↓

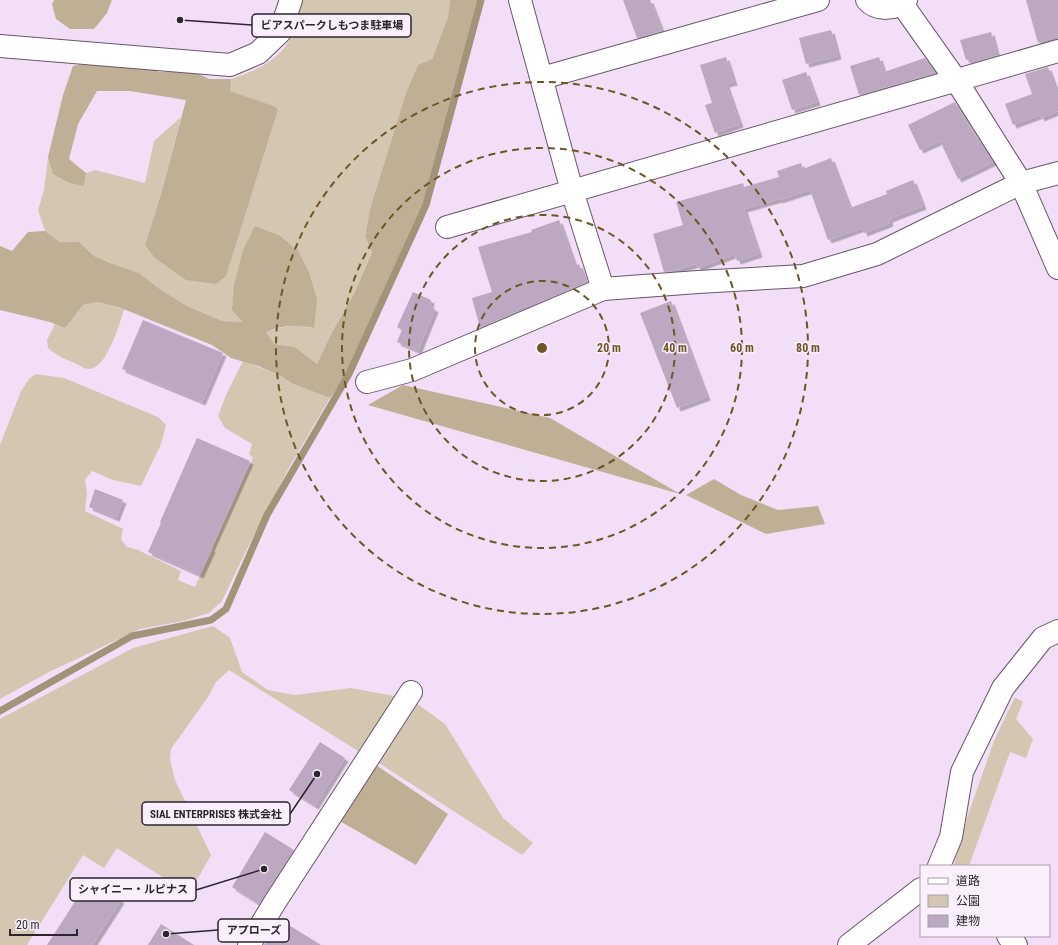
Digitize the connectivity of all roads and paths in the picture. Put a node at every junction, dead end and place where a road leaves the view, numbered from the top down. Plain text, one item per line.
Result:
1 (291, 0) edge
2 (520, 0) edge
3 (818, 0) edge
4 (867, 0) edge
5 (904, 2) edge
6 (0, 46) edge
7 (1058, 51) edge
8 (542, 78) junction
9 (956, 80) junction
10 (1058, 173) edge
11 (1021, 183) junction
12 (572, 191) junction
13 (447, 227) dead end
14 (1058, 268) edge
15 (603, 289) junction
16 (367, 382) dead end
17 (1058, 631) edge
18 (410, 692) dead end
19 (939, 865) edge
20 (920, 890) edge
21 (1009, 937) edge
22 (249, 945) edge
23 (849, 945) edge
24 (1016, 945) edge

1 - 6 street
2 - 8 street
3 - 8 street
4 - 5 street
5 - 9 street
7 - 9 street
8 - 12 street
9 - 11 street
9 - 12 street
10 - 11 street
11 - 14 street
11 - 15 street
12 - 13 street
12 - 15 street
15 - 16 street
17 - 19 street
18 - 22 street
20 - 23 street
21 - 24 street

↑

Exercise prompt
A faithful copy of every record is needed here. Leave the images out of it.

Answer to this exercise
Digitize the connectivity of all roads and paths in the picture. Put a node at every junction, dead end and place where a road leaves the view, numbered from the top down. Plain text, one item per line.
Result:
1 (291, 0) edge
2 (520, 0) edge
3 (818, 0) edge
4 (867, 0) edge
5 (904, 2) edge
6 (0, 46) edge
7 (1058, 51) edge
8 (542, 78) junction
9 (956, 80) junction
10 (1058, 173) edge
11 (1021, 183) junction
12 (572, 191) junction
13 (447, 227) dead end
14 (1058, 268) edge
15 (603, 289) junction
16 (367, 382) dead end
17 (1058, 631) edge
18 (410, 692) dead end
19 (939, 865) edge
20 (920, 890) edge
21 (1009, 937) edge
22 (249, 945) edge
23 (849, 945) edge
24 (1016, 945) edge

1 - 6 street
2 - 8 street
3 - 8 street
4 - 5 street
5 - 9 street
7 - 9 street
8 - 12 street
9 - 11 street
9 - 12 street
10 - 11 street
11 - 14 street
11 - 15 street
12 - 13 street
12 - 15 street
15 - 16 street
17 - 19 street
18 - 22 street
20 - 23 street
21 - 24 street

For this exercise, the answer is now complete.